-- RECORDS SHOWN follows --

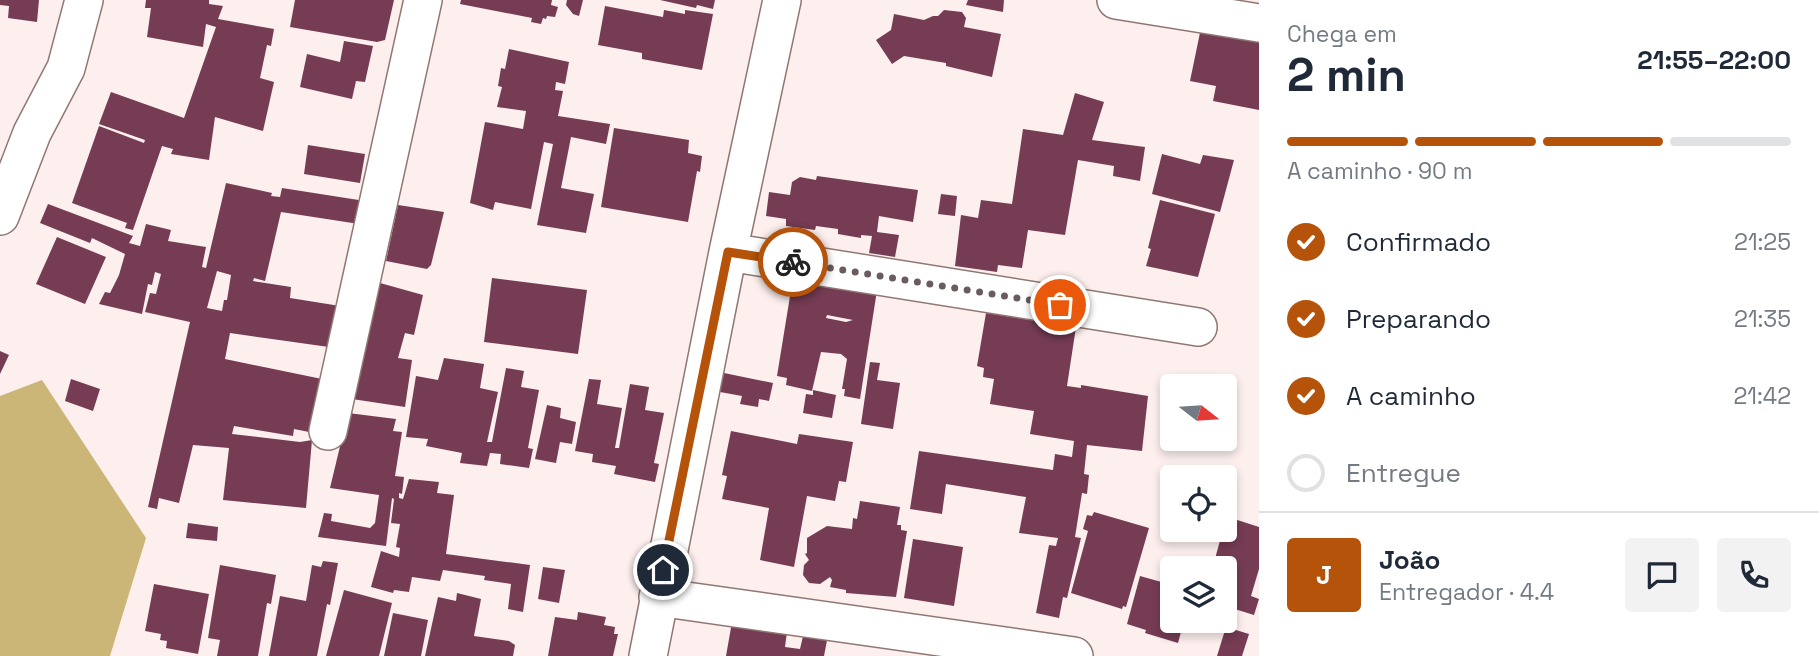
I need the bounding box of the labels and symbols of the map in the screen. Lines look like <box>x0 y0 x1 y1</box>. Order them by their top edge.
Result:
courier <box>758 227 828 297</box>
pin <box>1030 275 1090 335</box>
north arrow <box>1160 374 1237 452</box>
pin <box>633 540 693 600</box>

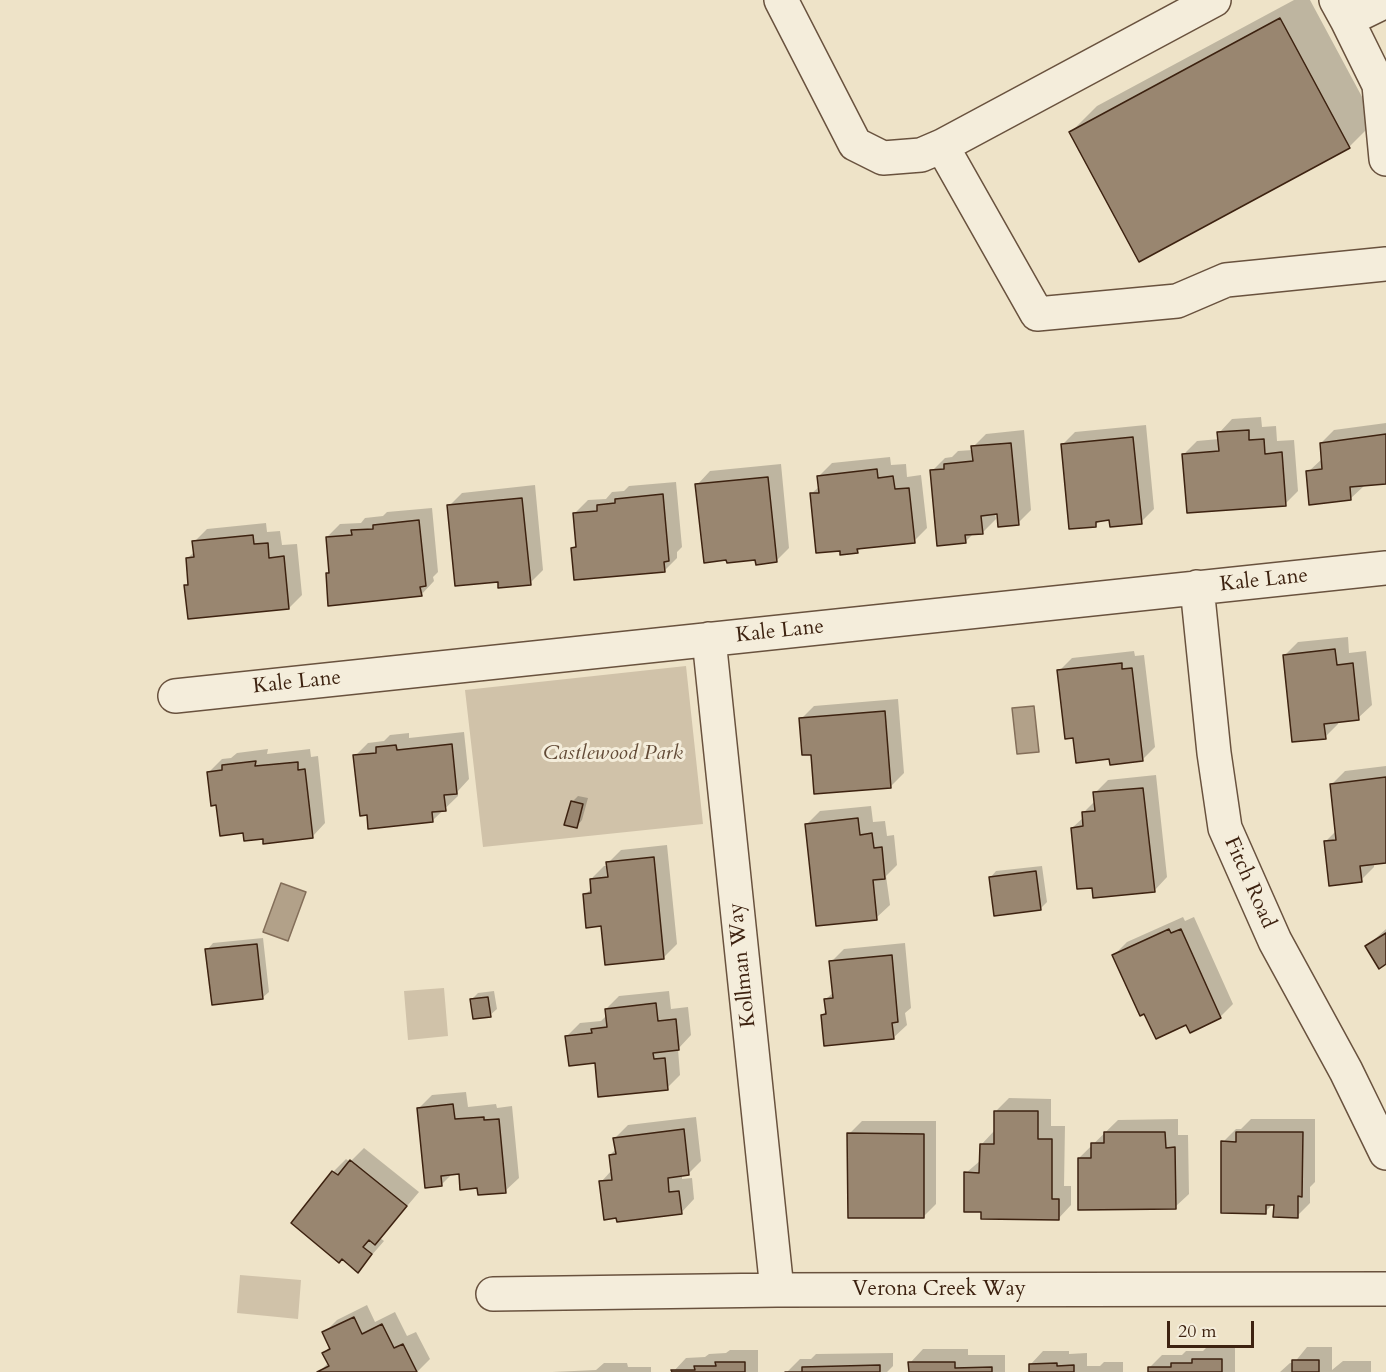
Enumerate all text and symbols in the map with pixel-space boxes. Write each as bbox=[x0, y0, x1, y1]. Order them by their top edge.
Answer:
street label: Kale Lane bbox=[1219, 564, 1309, 598]
street label: Kale Lane bbox=[735, 615, 825, 649]
street label: Kale Lane bbox=[252, 666, 342, 700]
park label: Castlewood Park bbox=[543, 741, 683, 767]
street label: Fitch Road bbox=[1218, 833, 1280, 933]
street label: Kollman Way bbox=[724, 901, 762, 1029]
street label: Verona Creek Way bbox=[852, 1277, 1026, 1303]
scale bar bbox=[1170, 1309, 1257, 1347]
text: 20 m bbox=[1178, 1319, 1217, 1344]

-- RECORDS SHOWN concluded --

▶ PROBLEM DETAILS: Go through the data above and find the lines with the word "symbols". Copy each of those lines.

▶ SOLUTION TO THIS EXERCISE:
I need the bounding box of the labels and symbols of the map in the screen. Lines look like <box>x0 y0 x1 y1</box>. Order them by their top edge.
Enumerate all text and symbols in the map with pixel-space boxes. Write each as bbox=[x0, y0, x1, y1]. Order them by their top edge.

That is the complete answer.